- Exercise prompt -
Scan the data beneath this task and copy each line that includes "Sunnyside".
+++ Information +++
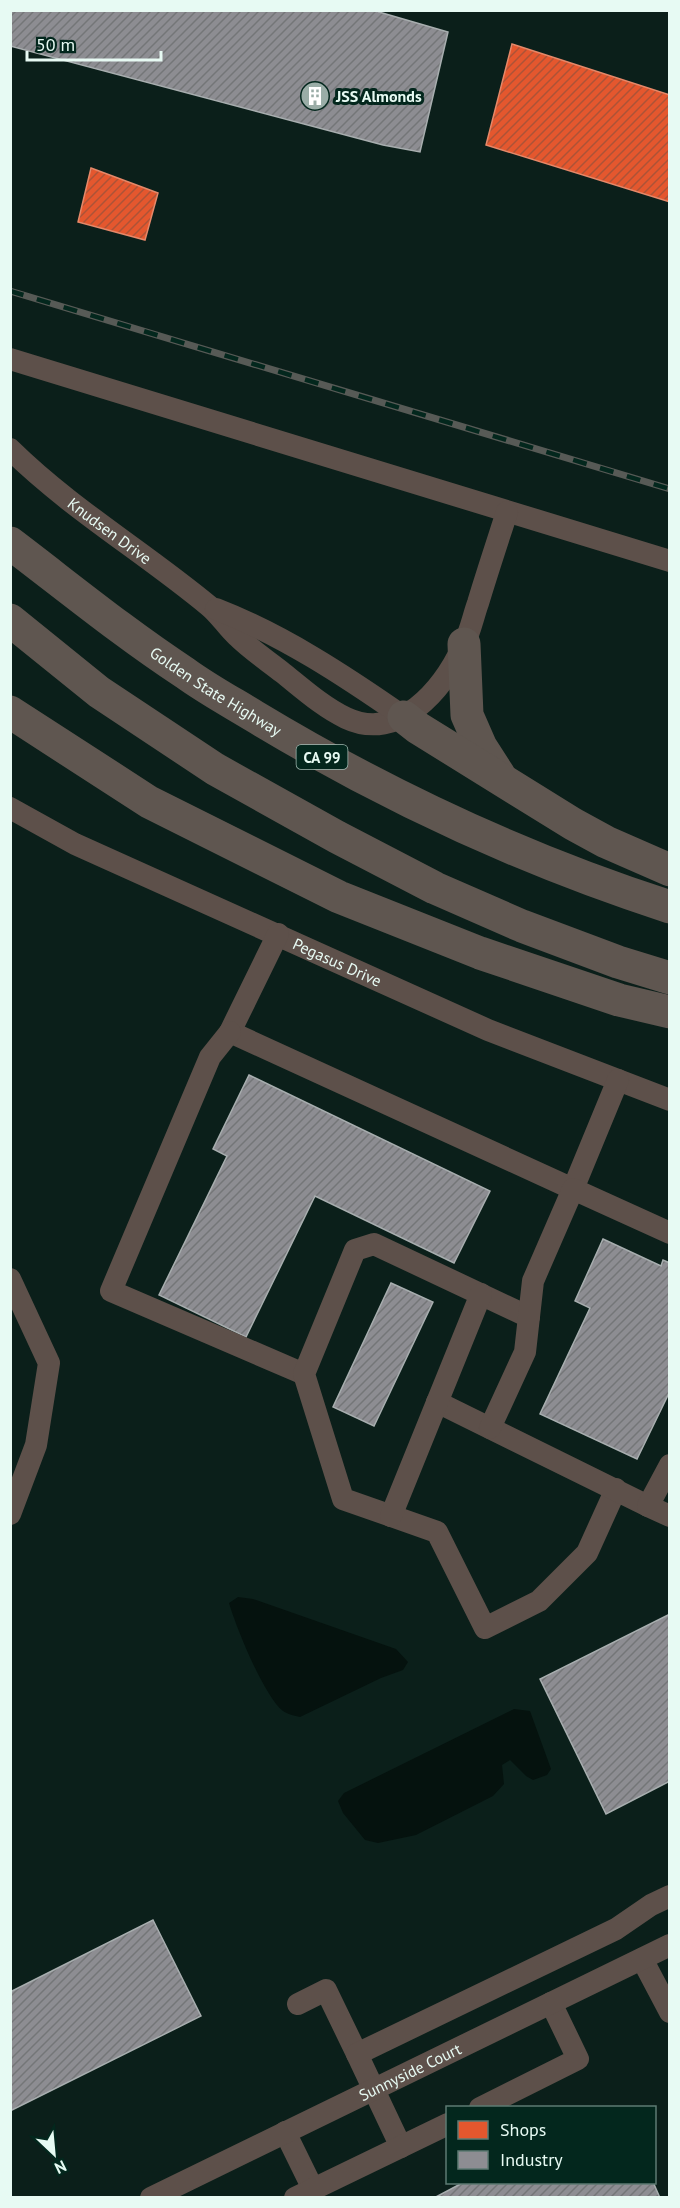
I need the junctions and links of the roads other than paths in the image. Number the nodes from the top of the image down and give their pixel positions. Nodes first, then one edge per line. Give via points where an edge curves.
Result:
1 (10, 359) edge
2 (10, 449) edge
3 (507, 512) junction
4 (10, 543) edge
5 (669, 561) edge
6 (211, 608) junction
7 (10, 620) edge
8 (464, 644) junction
9 (10, 712) edge
10 (404, 717) junction
11 (506, 784) junction
12 (10, 808) edge
13 (669, 870) edge
14 (669, 907) edge
15 (278, 934) junction
16 (669, 978) edge
17 (669, 1012) edge
18 (230, 1032) junction
19 (618, 1080) junction
20 (669, 1100) edge
21 (573, 1190) junction
22 (669, 1233) edge
23 (10, 1279) edge
24 (481, 1294) junction
25 (529, 1317) junction
26 (304, 1374) junction
27 (437, 1402) junction
28 (490, 1428) junction
29 (669, 1465) edge
30 (616, 1489) junction
31 (648, 1506) junction
32 (10, 1514) edge
33 (391, 1516) junction
34 (669, 1516) edge
35 (669, 1896) edge
36 (669, 1945) edge
37 (642, 1959) junction
38 (551, 2003) junction
39 (298, 2004) dead end
40 (669, 2012) edge
41 (357, 2054) junction
42 (374, 2089) junction
43 (484, 2106) edge
44 (446, 2124) edge
45 (285, 2132) junction
46 (401, 2147) junction
47 (304, 2193) edge
48 (158, 2196) edge

1 - 3 street
2 - 6 street, Knudsen Drive via 90,518
3 - 5 street
3 - 8 street, Knudsen Drive
4 - 14 highway, Golden State Highway / CA 99 via 186,674 322,757 492,841
6 - 10 street, Knudsen Drive via 281,639
6 - 10 street, Knudsen Drive via 237,636 347,719 366,724 390,723
7 - 16 highway via 99,692 215,769 337,837 435,888 522,926
8 - 10 street, Knudsen Drive via 439,687
8 - 11 highway via 467,715 481,747
9 - 17 highway via 149,802 339,897 480,953
10 - 11 highway
11 - 13 highway via 606,842
12 - 15 street, Pegasus Drive via 75,843
15 - 18 street
15 - 19 street, Pegasus Drive via 488,1030
18 - 21 street
18 - 26 street via 210,1057 111,1291
19 - 20 street, Pegasus Drive
19 - 21 street
21 - 22 street
21 - 25 street via 533,1281
23 - 32 street via 49,1363 36,1445
24 - 25 street
24 - 26 street via 374,1244 355,1250
24 - 27 street
25 - 28 street via 525,1352
26 - 33 street via 343,1499
27 - 28 street
27 - 33 street
28 - 30 street
29 - 31 street
30 - 31 street
30 - 33 street via 587,1553 539,1601 485,1628 437,1532
31 - 34 street
35 - 41 street via 616,1929
36 - 37 street, Sunnyside Court
37 - 38 street, Sunnyside Court
37 - 40 street
38 - 42 street, Sunnyside Court
38 - 43 street via 578,2059
39 - 41 street via 326,1990
41 - 42 street
42 - 45 street, Sunnyside Court
42 - 46 street
44 - 46 street
45 - 47 street
45 - 48 street, Sunnyside Court
46 - 47 street

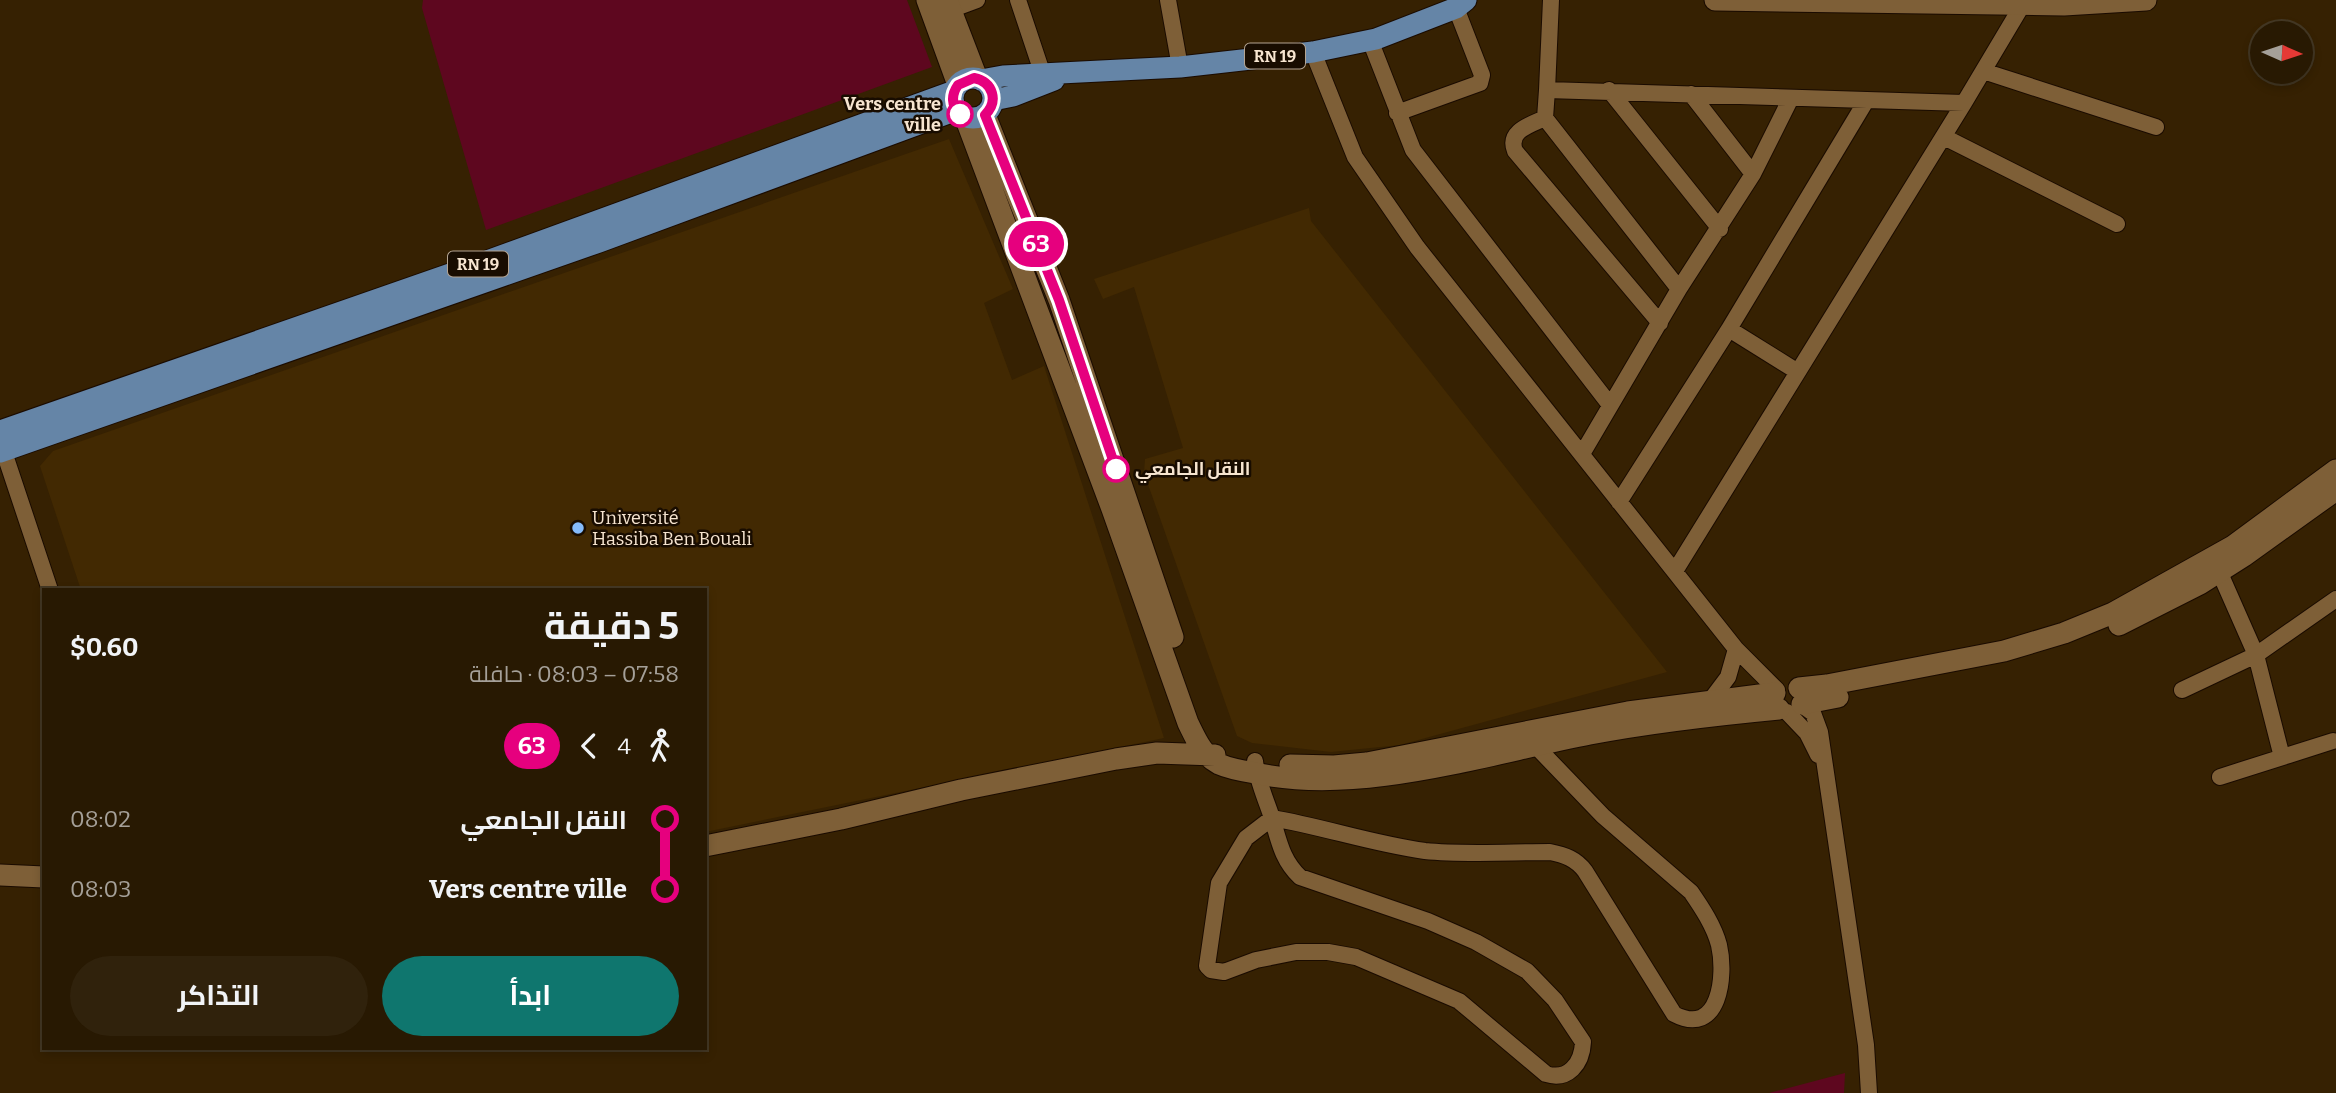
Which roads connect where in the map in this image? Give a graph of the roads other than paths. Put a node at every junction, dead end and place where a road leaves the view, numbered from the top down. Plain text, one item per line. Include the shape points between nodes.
1 (977, 0) edge
2 (1018, 0) edge
3 (1168, 0) edge
4 (1551, 0) edge
5 (1715, 0) edge
6 (2146, 0) edge
7 (2064, 2) edge
8 (1461, 4) edge
9 (2022, 4) junction
10 (940, 6) edge
11 (1370, 40) junction
12 (1313, 52) junction
13 (1180, 67) junction
14 (1983, 71) junction
15 (1076, 73) junction
16 (1043, 75) junction
17 (1547, 90) junction
18 (1609, 90) junction
19 (1690, 94) junction
20 (971, 97) junction
21 (1790, 98) junction
22 (1866, 101) junction
23 (1965, 103) junction
24 (1397, 113) junction
25 (1545, 118) junction
26 (2156, 127) dead end
27 (1944, 136) junction
28 (1753, 174) junction
29 (2117, 224) dead end
30 (1720, 229) junction
31 (1679, 289) junction
32 (1660, 323) junction
33 (1729, 329) junction
34 (1798, 372) junction
35 (1610, 405) junction
36 (1, 442) edge
37 (1582, 454) junction
38 (2336, 470) edge
39 (2336, 490) edge
40 (1619, 502) junction
41 (1675, 571) junction
42 (2219, 572) junction
43 (49, 588) edge
44 (2336, 598) edge
45 (1735, 649) junction
46 (2256, 655) junction
47 (2006, 657) junction
48 (2182, 690) dead end
49 (1789, 700) junction
50 (1710, 701) junction
51 (1630, 719) junction
52 (1529, 738) junction
53 (2335, 740) edge
54 (1215, 755) junction
55 (2282, 757) junction
56 (1256, 767) junction
57 (2220, 777) dead end
58 (1272, 818) junction
59 (707, 846) edge
60 (0, 875) edge
61 (42, 877) edge
62 (1869, 1093) edge

1 - 10 street
2 - 16 street
3 - 13 street
4 - 17 street
5 - 9 main road
6 - 7 main road
7 - 9 main road
8 - 11 main road, RN 19
8 - 24 street via 1482,75 1480,83
9 - 14 street
10 - 20 main road
11 - 12 main road, RN 19
11 - 24 street
12 - 13 main road, RN 19
12 - 37 street via 1355,158 1367,176 1425,258
13 - 15 main road, RN 19
14 - 23 street
14 - 26 street
15 - 16 main road, RN 19
15 - 20 main road, RN 19 via 1013,96
16 - 20 main road, RN 19 via 1003,76
17 - 18 street
17 - 25 street
18 - 19 street
18 - 30 street
19 - 21 street
19 - 28 street
20 - 36 main road, RN 19 via 479,264
20 - 54 main road via 1059,300
21 - 22 street
21 - 28 street
22 - 23 street
22 - 33 street
23 - 27 street
24 - 35 street via 1429,173
25 - 31 street
25 - 32 street via 1516,134 1512,142 1515,151
27 - 29 street
27 - 34 street
28 - 30 street
30 - 31 street
31 - 32 street
32 - 35 street
33 - 34 street
33 - 40 street
34 - 41 street
35 - 37 street
36 - 43 street
37 - 40 street
38 - 47 main road via 2233,546 2113,613
39 - 42 main road
40 - 41 street
41 - 45 street
42 - 46 street
42 - 47 main road via 2118,626 2067,647
44 - 46 street
45 - 49 street
45 - 50 street via 1728,677
46 - 48 street
46 - 55 street
47 - 49 main road via 1827,685
49 - 50 main road
49 - 51 main road
49 - 62 street via 1825,773 1866,1045
50 - 51 main road
51 - 52 main road
52 - 56 main road via 1414,771 1349,779 1299,780
52 - 58 street via 1602,816 1701,905 1721,958 1717,1000 1702,1017 1687,1019 1674,1014 1585,871 1564,855 1428,851
53 - 55 street
54 - 56 main road via 1220,764
54 - 59 main road via 1157,752 1116,759
55 - 57 street
56 - 58 street
58 - 58 street via 1281,850 1300,877 1428,921 1527,971 1555,1000 1583,1042 1582,1056 1570,1072 1546,1074 1459,1001 1356,957 1296,952 1224,972 1211,970 1207,954 1219,883 1246,838
60 - 61 main road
+++
- Answer for the task -
36 - 37 street, Sunnyside Court
37 - 38 street, Sunnyside Court
38 - 42 street, Sunnyside Court
42 - 45 street, Sunnyside Court
45 - 48 street, Sunnyside Court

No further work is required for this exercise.